痛い系(いたいけ)な転生者―煩悩を断ち切った僧侶が天寿を全うして異世界に転生したら女神様のミスのせいで性欲のモンスターに化けてハーレムを作っちゃった話―
ドロップ
プロローグ 涅槃の聖者×異世界の女神=貢がせクソホスト!?
痛い系(いたいけ)なミス
ここは天界の転生事務局。
さまざまな世界で天寿を全うした魂が集まる場所。
そして、魂を次の世界へ送り出す場所。
今日も、数え切れないほどの魂がぞろぞろとやってくる。
転生事務局は大盛況だ。
ブースが無尽蔵にならんでいる。
それぞれのブースに、人間の形やら、動物の形やら、虫の形やらの青く光る魂が行列をつくっている。
ブースには、事務員姿の女神が配置されている。
彼女たちが魂と面談して転生先を決めるのだ。
「はい、では次のかたどうぞ」
事務女神がいうと、ブースに人間の形をした魂が入ってきて椅子に座った。
なんだか堂々とした、只者ならぬオーラを漂わせる魂であった。
女神がパソコン画面を見ながら、その魂の経歴を確認した。
「まぁ、すごい! 地球で修行して煩悩を断ち切って仏の悟りを得られたんですね」
「左用」
魂が毅然として答えた。
「では、転生先の第一希望をお聞かせください」
「我に希望なし。
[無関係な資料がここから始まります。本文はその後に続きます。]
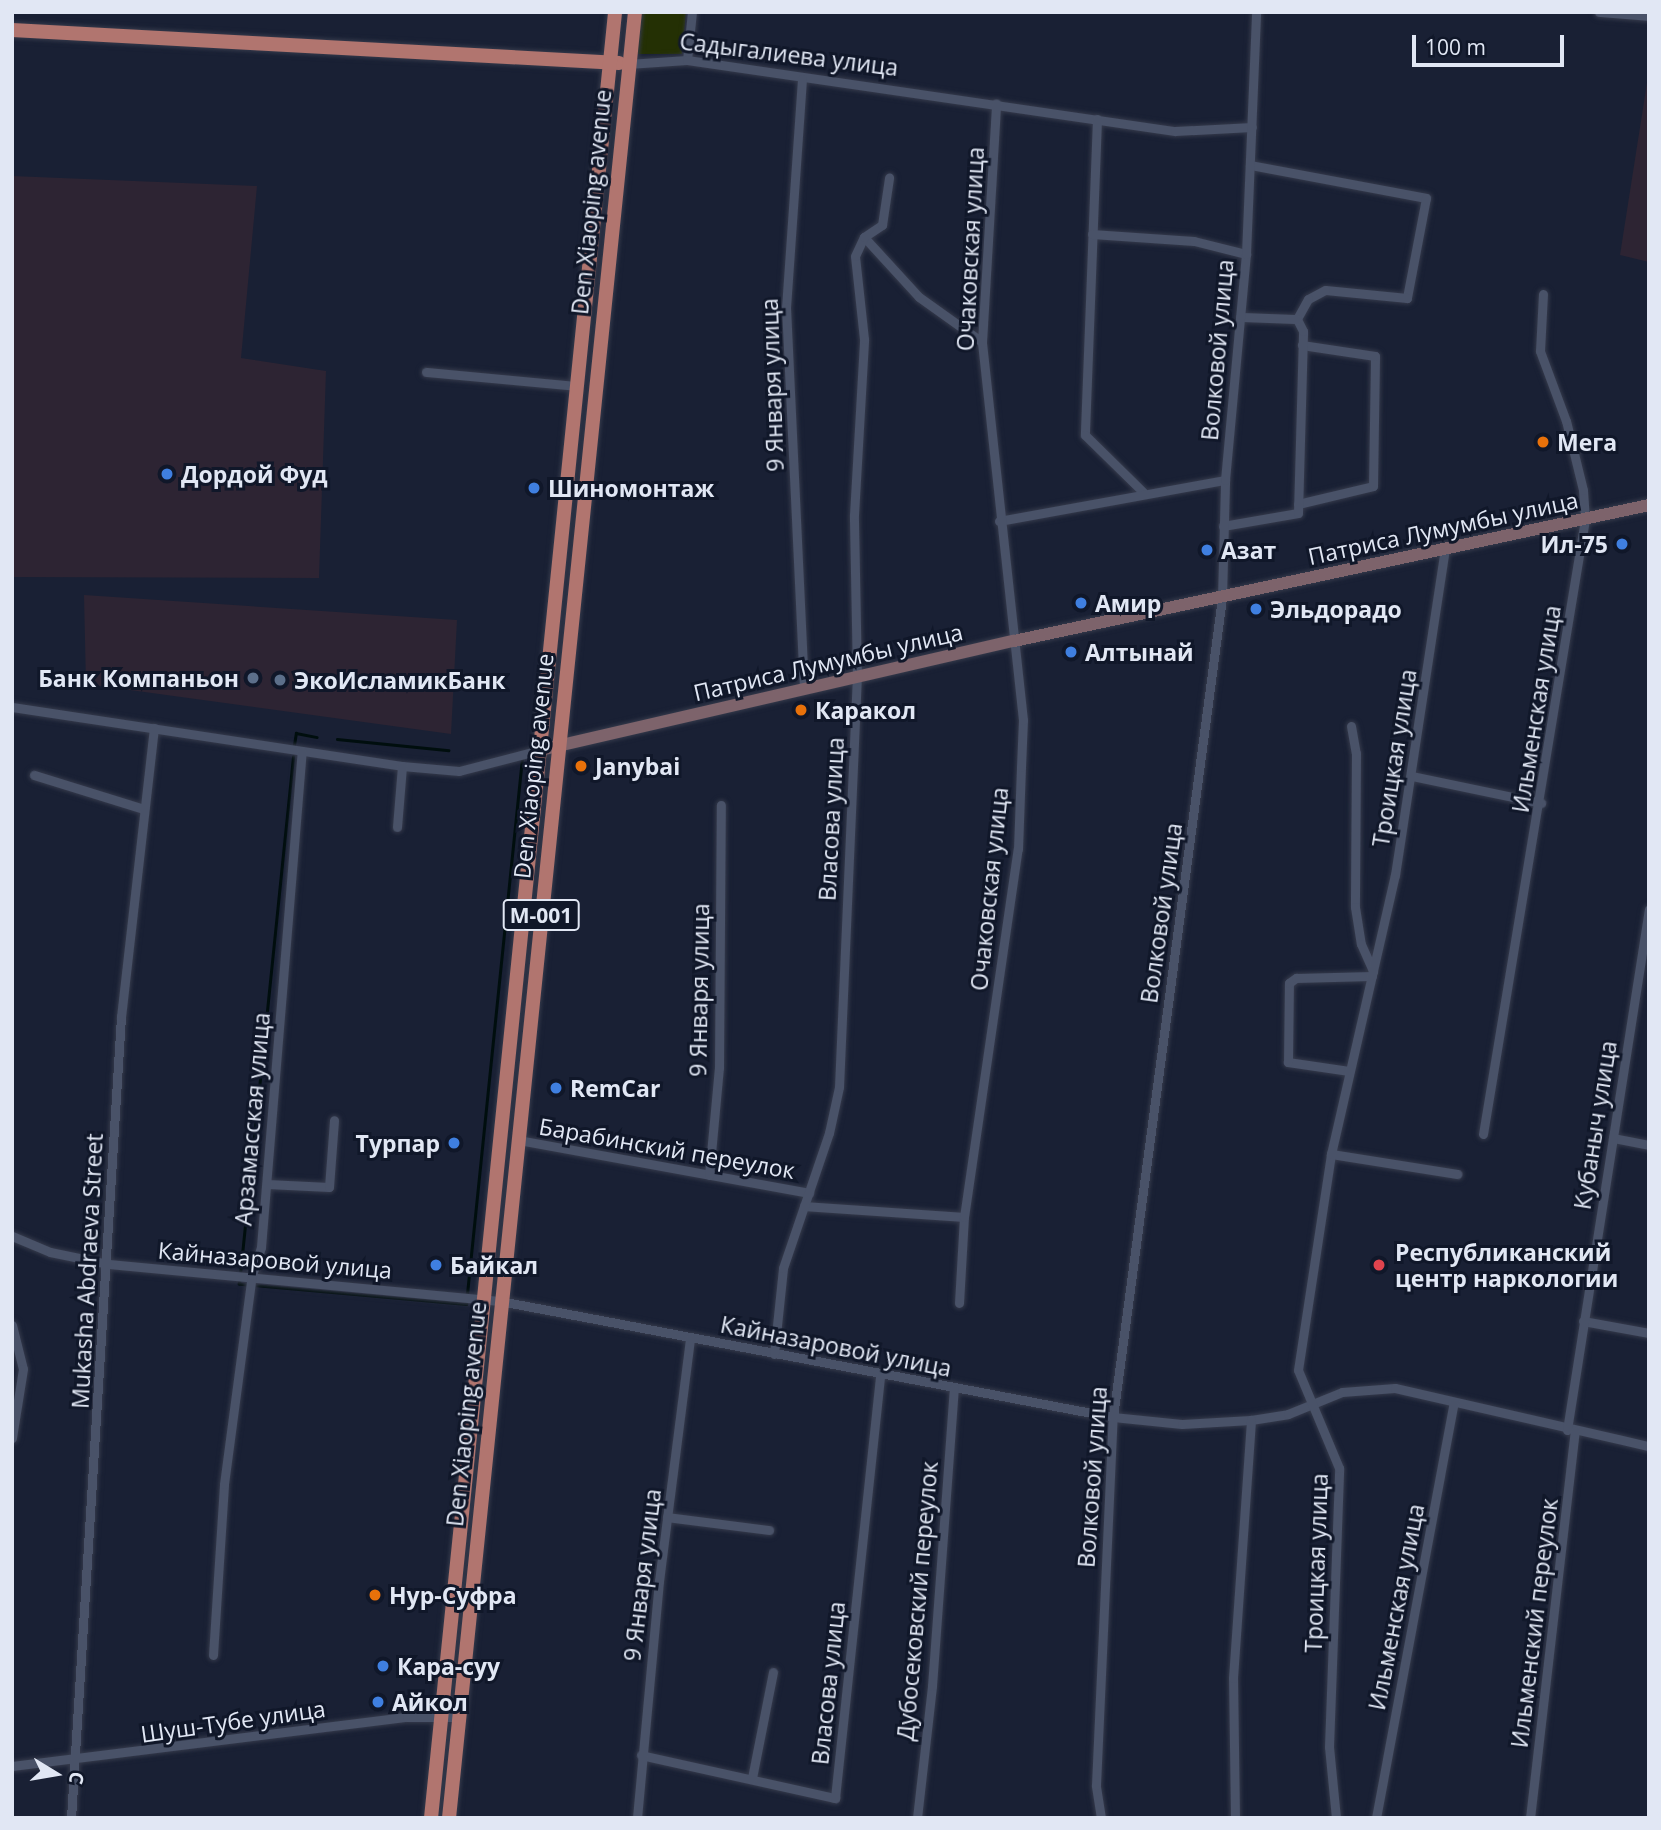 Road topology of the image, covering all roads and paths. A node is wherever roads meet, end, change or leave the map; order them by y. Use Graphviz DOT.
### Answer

希望は苦悩の根源。人は希望を持つことで苦しむ。涅槃を得て極楽往生したければ、あらゆる希望を捨てよ」
女神は苦笑いした。
「そうですか……」
(やりにくい魂だな……)
「でも、一応お答え頂かないと事務作業を進められないので、とりあえずなんでもいいから希望を出して頂けますか?」
魂がぶっきら棒に言った。
「どこでもよい」
「それだとちょっと私が困るんです……」
魂はまったく興味がないといった風にパソコン画面を指さして言った。
「そこでよい」
画面に映っていたのは、ひとつ前の客が選んだ転生先だった。
剣と魔法の世界『ソードマジカ』
「……ほんとうにそんな選び方でよろしいのですか? リセットできませんが」
「来るもの拒まず去るもの追わず。すべては仏の思し召し。どんな世界に行こうと、すべてを受け入れるのが修行者としてのあるべき姿」
(大丈夫か…この魂)
「わ、わかりました。では、転生先はこちらに決定させていただきます」
女神がエンターキーをパンと押した。
転生先は『ソードマジカ』に決定。
「ソードマジカに転生するには、あらかじめ5つのデフォルトスキルを選択していただくことになります。メニューの中からチョイスしていただけますか?」
女神はレストランのメニュー表みたいなものを魂に差し出した。
魂はそれを見ようともせずに、ぶっきら棒な声で答えた。
「涅槃」
女神は困った。
「・・・・・あの~、涅槃というスキルはないんですが」
「菩提心」
「え~っと、それもありません……」
「金剛心」
「あの、メニューの中から選んでいただけますか?」
(この人、絶対に転生先間違えてる……)
魂は、メニューに目を通したあと、満足そうに答えた。
「では、不食、不眠、不財、不名誉、不色(色とは性欲のこと)の5つを頼む」
女神は目が点になった。
(不食、不眠、不財、不名誉、不色?
食べる楽しみも、寝る楽しみも、お金を稼ぐ喜びも、人から注目される快感も、そして、恋するキモチも要らないってか?
こいつ、なんのために生きてるんだ!?)
魂の意志を尊重することが原則だ。
だから、女神は、信じられん!という顔をしながらも、「かしこまりました~」と答えて、マウスでカーソルを動かしながらスキルを選択していった。
彼女は、その時、うっかりミスをやってしまった。
4つのスキルを順番に入力し、そして、最後の「不色」を選択したつもりが、カーソルが少しだけ下にずれて「イケメン」スキルをクリックしてしまった。
女神の仕事は忙しく、彼女は疲労困憊であった。
だから、そのミスに気づかないまま、エンターキーを押してしまった。
彼が選んだ5つのスキル。
不食
不眠
不財
不名誉
イケメン。
人間には5つの欲があると言われている。
食欲、睡眠欲、財欲、名誉欲、性欲。
つまり元僧侶の彼は、女神がミスをした結果、4つの欲を捨てて、性欲だけを持つイケメンとして転生することになった。
この歪なスキルを備えて、元僧侶は 剣と魔法の世界『ソードマジカ』に転生する。
彼は、新たなる世界で、一体どんな人生を歩むのであろうか。